(Stored data)
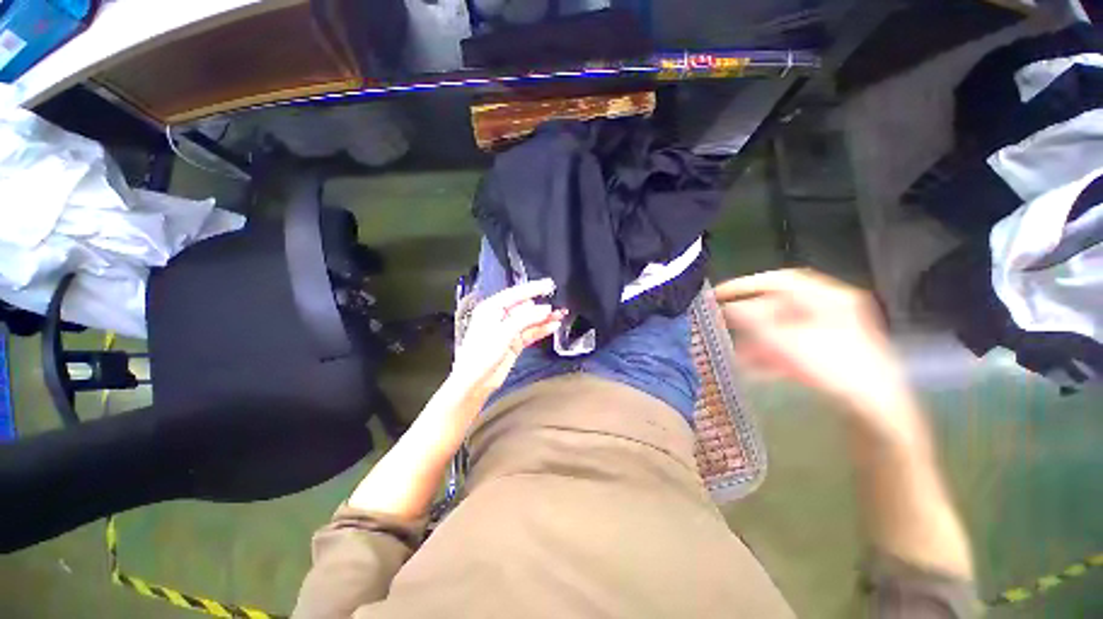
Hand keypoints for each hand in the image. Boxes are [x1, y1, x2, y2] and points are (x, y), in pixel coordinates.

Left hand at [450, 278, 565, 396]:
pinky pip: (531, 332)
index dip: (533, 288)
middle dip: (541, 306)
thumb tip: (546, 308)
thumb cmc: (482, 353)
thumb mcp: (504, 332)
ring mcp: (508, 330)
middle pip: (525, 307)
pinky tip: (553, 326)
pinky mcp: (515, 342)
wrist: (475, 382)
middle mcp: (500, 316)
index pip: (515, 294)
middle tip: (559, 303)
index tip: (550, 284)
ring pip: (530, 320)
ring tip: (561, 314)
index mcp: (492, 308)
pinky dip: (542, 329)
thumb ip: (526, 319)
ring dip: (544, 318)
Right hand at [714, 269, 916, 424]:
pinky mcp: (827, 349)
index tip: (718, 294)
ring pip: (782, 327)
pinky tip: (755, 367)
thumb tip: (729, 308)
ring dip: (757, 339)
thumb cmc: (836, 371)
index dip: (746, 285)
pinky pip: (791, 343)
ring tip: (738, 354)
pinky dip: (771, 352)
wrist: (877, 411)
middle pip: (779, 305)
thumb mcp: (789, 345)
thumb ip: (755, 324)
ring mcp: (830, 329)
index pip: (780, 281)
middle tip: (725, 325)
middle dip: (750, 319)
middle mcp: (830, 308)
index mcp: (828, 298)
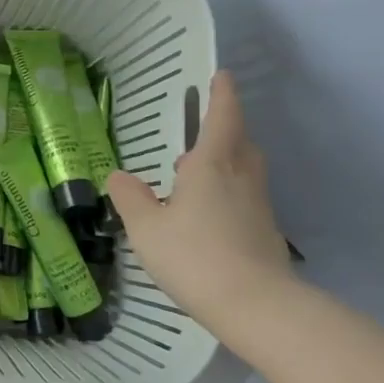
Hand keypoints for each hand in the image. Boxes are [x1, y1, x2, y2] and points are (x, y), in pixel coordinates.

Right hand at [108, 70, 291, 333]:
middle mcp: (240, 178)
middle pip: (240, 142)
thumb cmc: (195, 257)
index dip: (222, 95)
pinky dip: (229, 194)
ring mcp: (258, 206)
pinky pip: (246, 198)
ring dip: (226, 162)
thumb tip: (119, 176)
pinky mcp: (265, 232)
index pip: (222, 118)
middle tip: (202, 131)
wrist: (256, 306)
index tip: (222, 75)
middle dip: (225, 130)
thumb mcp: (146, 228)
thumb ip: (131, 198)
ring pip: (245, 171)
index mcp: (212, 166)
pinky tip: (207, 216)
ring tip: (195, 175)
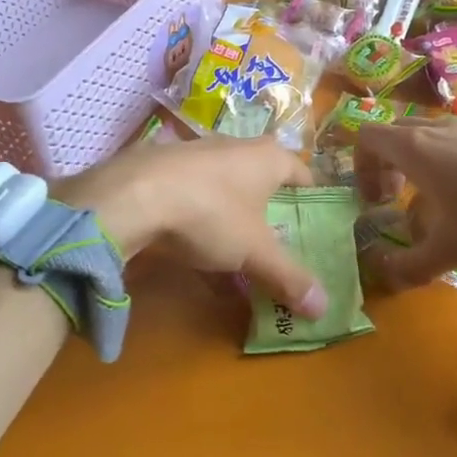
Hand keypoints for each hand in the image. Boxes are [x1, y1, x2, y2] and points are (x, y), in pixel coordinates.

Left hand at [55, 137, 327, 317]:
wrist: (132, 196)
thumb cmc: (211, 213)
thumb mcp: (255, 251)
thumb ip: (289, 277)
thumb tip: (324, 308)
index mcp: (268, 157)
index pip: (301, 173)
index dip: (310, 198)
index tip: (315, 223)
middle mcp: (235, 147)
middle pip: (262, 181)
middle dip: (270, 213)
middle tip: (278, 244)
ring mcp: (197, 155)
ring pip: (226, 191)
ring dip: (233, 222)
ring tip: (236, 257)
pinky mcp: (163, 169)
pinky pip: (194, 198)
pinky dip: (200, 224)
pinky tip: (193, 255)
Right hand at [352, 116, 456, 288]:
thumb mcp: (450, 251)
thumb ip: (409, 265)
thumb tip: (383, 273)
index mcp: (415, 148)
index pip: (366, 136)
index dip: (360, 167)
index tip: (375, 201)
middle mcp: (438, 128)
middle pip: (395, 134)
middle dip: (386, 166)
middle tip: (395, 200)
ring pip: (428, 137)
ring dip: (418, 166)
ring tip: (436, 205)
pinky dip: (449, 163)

* [WHAT TO WORK ON]:
Please print out the entries above exactly. The pictures stay out.

* [SOLUTION FOR THIS TASK]:
Hand keypoints for each hand in the image. Boxes are [x1, y1, x2, y2] and points are (x, y), in pixel coordinates.

Left hand at [450, 278, 565, 396]:
pinky pip: (531, 332)
index dip: (533, 288)
middle dip: (541, 306)
thumb tip: (546, 308)
thumb cmc: (482, 353)
thumb mcp: (504, 332)
ring mcp: (508, 330)
middle pip: (525, 307)
pinky tip: (553, 326)
pinky mcp: (515, 342)
wrist: (475, 382)
middle mcp: (500, 316)
index pip: (515, 294)
middle tip: (559, 303)
index tip: (550, 284)
ring pip: (530, 320)
ring tip: (561, 314)
index mcp: (492, 308)
pinky dip: (542, 329)
thumb ip: (526, 319)
ring dip: (544, 318)
Right hand at [714, 269, 916, 424]:
pinky mcp: (827, 349)
index tip: (718, 294)
ring pip: (782, 327)
pinky tip: (755, 367)
thumb tip: (729, 308)
ring dip: (757, 339)
thumb cmc: (836, 371)
index dip: (746, 285)
pinky pip: (791, 343)
ring tip: (738, 354)
pinky dip: (771, 352)
wrist: (877, 411)
middle pip: (779, 305)
thumb mcp: (789, 345)
thumb ip: (755, 324)
ring mcp: (830, 329)
index pip: (780, 281)
middle tip: (725, 325)
middle dip: (750, 319)
middle mcp: (830, 308)
index mcp: (828, 298)
Hand keypoints for each hand in the image. Boxes are [x1, y1, x2, y2] and points are (x, y), in pixel coordinates.

Right hand at [108, 70, 291, 333]:
middle mcp: (240, 178)
middle pip: (240, 142)
thumb cmc: (195, 257)
index dip: (222, 95)
pinky dip: (229, 194)
ring mcp: (258, 206)
pinky pip: (246, 198)
ring dip: (226, 162)
thumb tip: (119, 176)
pinky mcp: (265, 232)
index pip: (222, 118)
middle tip: (202, 131)
wrist: (256, 306)
index tip: (222, 75)
middle dip: (225, 130)
thumb mcp: (146, 228)
thumb ip: (131, 198)
ring pip: (245, 171)
index mcp: (212, 166)
pinky tip: (207, 216)
ring tip: (195, 175)
Hand keypoints for each hand in the image. Boxes are [x1, y1, x2, y2] and points are (x, y), in pixel coordinates.

Left hand at [55, 137, 327, 317]:
wrist: (132, 196)
thumb cmc: (211, 213)
thumb mcp: (255, 251)
thumb ip: (289, 277)
thumb tip: (324, 308)
index mcp: (268, 157)
index pip: (301, 173)
index dip: (310, 198)
index tip: (315, 223)
middle mcp: (235, 147)
middle pip: (262, 181)
middle dip: (270, 213)
middle tip: (278, 244)
ring mcp: (197, 155)
ring pip: (226, 191)
ring dip: (233, 222)
ring tip: (236, 257)
pinky mcp: (163, 169)
pinky pip: (194, 198)
pinky dip: (200, 224)
pinky tip: (193, 255)
Right hand at [352, 116, 456, 288]:
thumb mcp: (450, 251)
thumb ip: (409, 265)
thumb tip: (383, 273)
index mcp: (415, 148)
index pip: (366, 136)
index dip: (360, 167)
index tip: (375, 201)
middle mcp: (438, 128)
middle pip: (395, 134)
middle dip: (386, 166)
middle tip: (395, 200)
ring pip: (428, 137)
ring dip: (418, 166)
ring tip: (436, 205)
pinky dip: (449, 163)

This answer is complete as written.